Ma viene anche il tempo di scendere: i segnavia disegnano un percorso che, nel primo tratto, ci costringe a qualche faticoso movimento fra grandi massi. Si tratta di una discesa di circa quaranta minuti, verso una meta che ben presto si rende visibile, più in basso, il rifugio Ponti. Dopo essere rimasti quasi a ridosso della frastagliata costiera Remoluzza-Arcanzo, che separa la val Cameraccio dalla valle di Preda Rossa, cominciamo a descrivere un arco che, su un tracciato che si fa gradualmente più agevole, ci porta ai 2559 del rifugio Cesare Ponti, dove possiamo pernottare, dopo circa 8-9 ore dicammino dal parcheggio della Val di Mello (il dislivello in salita, in questo secondo caso, è di 1840 metri circa). Se, però, disponiamo di un'automobile alla piana di Preda Rossa (m. 1990), possiamo, seguendo un facile sentiero, raggiungerla con 30-40 minuti di ulteriore cammino, consegnando alle quiete acque che la attraversano gli ultimi inesprimibili pensieri che accompagnano il congedo da questi luoghi di incomparabile bellezza.

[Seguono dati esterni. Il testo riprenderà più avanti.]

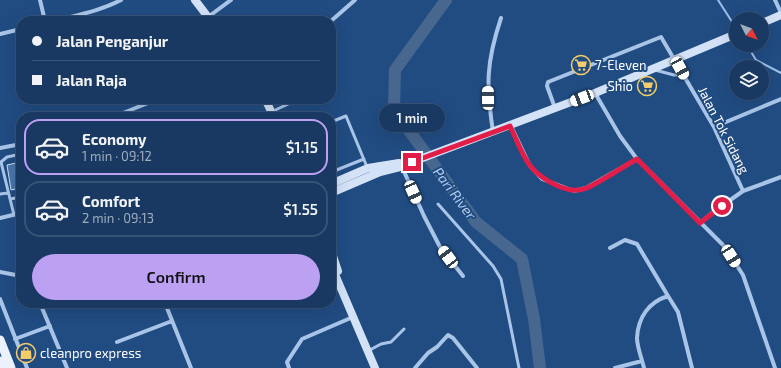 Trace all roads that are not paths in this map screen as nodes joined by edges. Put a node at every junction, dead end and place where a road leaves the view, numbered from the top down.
1 (40, 0) edge
2 (121, 0) edge
3 (195, 0) edge
4 (231, 0) edge
5 (355, 0) edge
6 (775, 0) edge
7 (781, 14) edge
8 (45, 16) edge
9 (77, 16) edge
10 (208, 16) edge
11 (213, 16) edge
12 (336, 17) edge
13 (501, 18) dead end
14 (769, 20) edge
15 (16, 30) edge
16 (0, 34) edge
17 (729, 37) edge
18 (676, 60) junction
19 (653, 69) junction
20 (684, 75) junction
21 (595, 93) junction
22 (781, 99) edge
23 (146, 104) edge
24 (289, 104) edge
25 (555, 108) junction
26 (126, 112) edge
27 (274, 112) edge
28 (336, 120) edge
29 (510, 126) junction
30 (714, 127) junction
31 (494, 132) junction
32 (16, 145) edge
33 (0, 148) edge
34 (16, 155) edge
35 (364, 159) junction
36 (637, 159) junction
37 (412, 162) junction
38 (402, 167) junction
39 (368, 168) junction
40 (336, 170) edge
41 (781, 177) edge
42 (336, 182) edge
43 (336, 191) edge
44 (744, 191) junction
45 (8, 193) junction
46 (0, 194) edge
47 (16, 198) edge
48 (10, 199) junction
49 (438, 204) dead end
50 (14, 215) joint
51 (0, 218) edge
52 (700, 223) junction
53 (610, 248) dead end
54 (336, 265) edge
55 (0, 272) edge
56 (16, 275) edge
57 (462, 276) dead end
58 (336, 278) edge
59 (668, 296) junction
60 (0, 299) edge
61 (42, 308) edge
62 (167, 308) edge
63 (353, 317) junction
64 (172, 321) junction
65 (50, 326) junction
66 (404, 329) dead end
67 (15, 338) junction
68 (0, 340) edge
69 (117, 342) dead end
70 (368, 351) junction
71 (0, 361) edge
72 (642, 361) junction
73 (3, 368) edge
74 (11, 368) edge
75 (27, 368) edge
76 (67, 368) edge
77 (191, 368) edge
78 (289, 368) edge
79 (375, 368) edge
80 (416, 368) edge
81 (477, 368) edge
82 (519, 368) edge
83 (615, 368) edge
84 (644, 368) edge
85 (692, 368) edge
86 (775, 368) edge

1 - 8 street
2 - 9 street
3 - 10 street
4 - 11 street
5 - 12 street
6 - 7 street
7 - 14 street
13 - 31 street
15 - 16 street
17 - 18 street
18 - 19 street
18 - 20 street, Jalan Tok Sidang
18 - 25 street, Jalan Tok Sidang
19 - 20 lane
19 - 21 street
20 - 30 street, Jalan Tok Sidang
21 - 25 street
21 - 36 street
22 - 30 street
23 - 26 street
24 - 27 lane
25 - 29 street
28 - 35 lane
29 - 31 street
29 - 36 street
30 - 44 street, Jalan Tok Sidang
31 - 37 street
32 - 33 street
34 - 45 lane
35 - 39 lane
35 - 40 lane
36 - 52 street
37 - 38 street
37 - 39 street
38 - 43 street
38 - 57 street
39 - 42 street
41 - 44 street
44 - 52 street
45 - 46 lane
45 - 48 lane
47 - 48 lane
48 - 50 lane
49 - 82 lane
50 - 51 street
52 - 86 street
53 - 59 street
54 - 63 street
55 - 56 street
58 - 63 street
59 - 72 street
59 - 85 street
60 - 67 street
61 - 65 street
62 - 64 street
63 - 70 street
63 - 78 street
64 - 69 street
64 - 77 street
65 - 67 street
65 - 76 street
66 - 70 lane
67 - 75 street
68 - 74 main road
70 - 79 street
71 - 73 main road
72 - 83 street
72 - 84 street
80 - 81 street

È interessante, infine, leggere il resoconto della discesa dalla Val Cameraccio a San Martino effettuata il 27 luglio 1910 da Bruno Galli Valerio, alpinista e naturalista che molto amò queste montagne:  “Un canale di ghiaccio ci porta su roccie più sicure e di là, per nevai e ghiacciaio, arriviamo alle tre pomeridiane in mezzo alle gande dell'anfiteatro superiore della Val di Mello. E' un anfiteatro grandioso e selvaggio, dominato dal Torrone orientale, che appare da questa parte come una lancia. Scendiamo sulla destra della valle costeggiando le pareti scoscendenti che separano la Val di Mello dalla Val Torrone e arriviamo a un pascolo dove, dopo tante ore di cammino, incontriamo i primi esseri viventi: pastori e vacche. La valle diviene sempre più pittoresca. Dietro il Disgrazia, sulla nostra destra si rizzano enormi gendarmi, sulla sinistra precipitano delle cascate. Seguendo la destra della valle, passiamo la Casera di Cameraccio e ci portiamo su una specie di promontorio coperto di larici, in mezzo alla valle le cui pareti cadono a picco sul fiume. Facciamo là una lunga sosta; sotto di noi i prati della Val di Mello, lontano le cime del Calvo e del Ligoncio incorniciate dai larici. Un sentiero a zig-zag ci porta rapidamente alle rive del fiume. Attraversati boschi di abeti, sbuchiamo nel piano verde della parte bassa della Val di Mello, così bella colle sue grandi pareti che la chiudono dalle cengie coperte di enormi faggi, col suo torrente che scorre in mezzo ai prati e nel quale si rizza qua e là un enorme blocco di granito. La piccola chiesa di S. Martino di Val Masino appare e, alle sette e mezzo, arriviamo al paese.” (Bruno Galli Valerio, “Punte e passi”, a cura di Luisa Angelici ed Antonio Boscacci, Sondrio, 1998).